0.247631267996            # The state was successfully restored.
>>> rv.random_count()     # number generated in this series
201L

Uniform(0,1) Generator

random(buffer=None)
Return a uniformly distributed random number from the current generator algorithm in the open interval (0, 1). If buffer is supplied, it must be a mutable sequence (list or array); it is filled with random numbers and None is returned. The default generator algorithm is 'CMRG'.

0.0 < random()  <  1.0

Some interactive usage examples:

>>> import rv, array
>>> rv.random()
0.253942895438
>>> empty_list = []
>>> rv.random(buffer=empty_list)
0.125938460594   # returned because buffer is empty.
>>> another_list = 2*[0.0]
>>> rv.random(another_list)   # None returned here.
>>> another_list
[0.509709359483, 0.131553253443]
>>> an_array = array.array('d', 2*[0.0]) # float[2] array. 
>>> rv.random(an_array)
>>> an_array
array('d', [0.356453425341, 0.978563485744])
>>> rv.random_count()
6L


Utilities

initial_seed()
Return the (Python long integer) seed that started this uniform generator. No arguments.

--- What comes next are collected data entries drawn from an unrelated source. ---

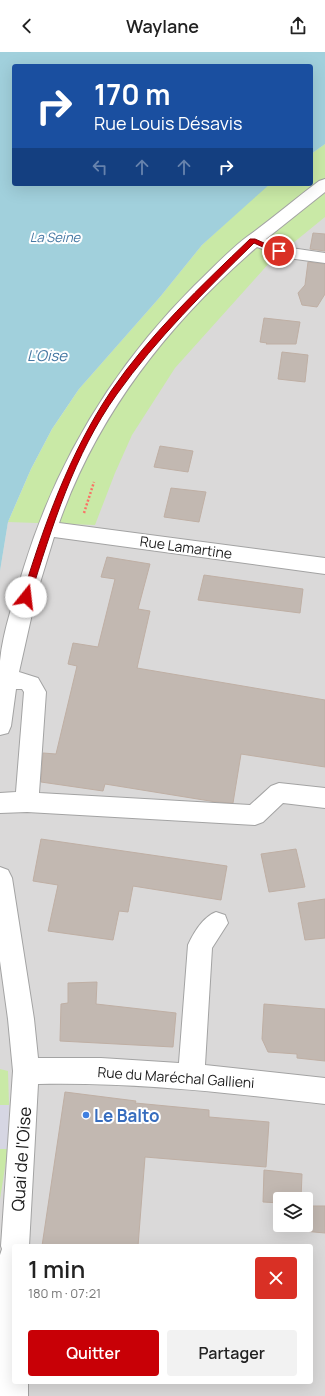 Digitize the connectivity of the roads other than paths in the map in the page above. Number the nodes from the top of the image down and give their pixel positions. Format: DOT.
graph roads {
  1 [pos="325,184"];
  2 [pos="253,240"];
  3 [pos="325,258"];
  4 [pos="47,529"];
  5 [pos="325,566"];
  6 [pos="7,681"];
  7 [pos="0,726"];
  8 [pos="325,798"];
  9 [pos="27,802"];
  10 [pos="0,803"];
  11 [pos="0,878"];
  12 [pos="216,923"];
  13 [pos="26,1071"];
  14 [pos="191,1076"];
  15 [pos="325,1091"];
  16 [pos="15,1244"];
  17 [pos="13,1384"];
  18 [pos="13,1396"];
  1 -- 2 [label="street"];
  2 -- 3 [label="street"];
  2 -- 4 [label="street"];
  4 -- 5 [label="street, Rue Lamartine"];
  4 -- 6 [label="street"];
  6 -- 7 [label="street"];
  6 -- 9 [label="street"];
  8 -- 9 [label="street"];
  9 -- 10 [label="street"];
  11 -- 13 [label="street, Quai de l'Oise"];
  12 -- 14 [label="street"];
  13 -- 14 [label="street, Rue du Maréchal Gallieni"];
  13 -- 16 [label="street, Quai de l'Oise"];
  14 -- 15 [label="street, Rue du Maréchal Gallieni"];
  17 -- 18 [label="street"];
}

initialize(file_string='' , algorithm='CMRG' , seed=0L)
Set the uniform(0,1) pseudo-random number generator and starting seed, or read and restore a former rv state. If file_string is specified, it should be a legitimate [path]/filename containing the result of a previous save_state. In this case, algorithm and seed are ignored. file_string may also be a single space or the string 'default', indicating that the file name is PRVSTATE.DAT and it is to be found in the current directory. If file_string is not given or is null, the supplied algorithm and seed (or their defaults) are used to start a new random series. Acceptable algorithm values are 'CMRG', 'Flip', 'SMRG', or 'Twister'; they are not case-sensitive. If seed is supplied, it should be a Python long integer.


random_algorithm()
Return a one-line (string) description of the uniform algorithm in use. No arguments.


random_count()
Return the number of uniform(0,1) random numbers generated so far in the current series. No arguments.


save_state(file_string= 'PRVSTATE.DAT')
Store the state of the selected uniform generator, and any non-uniform generators which have a variable state (currently only normal). These are saved to the file specified by file_string, which is backed up first to file_string.BAK if it exists.



Non-uniform Generators

Generators for most well-known continuous and discrete probability distributions are included in rv. All require distribution parameters, some of which must be positive or non-negative. There are frequently no obvious defaults for parameter values, but all non-uniform generator parameters do have specified defaults.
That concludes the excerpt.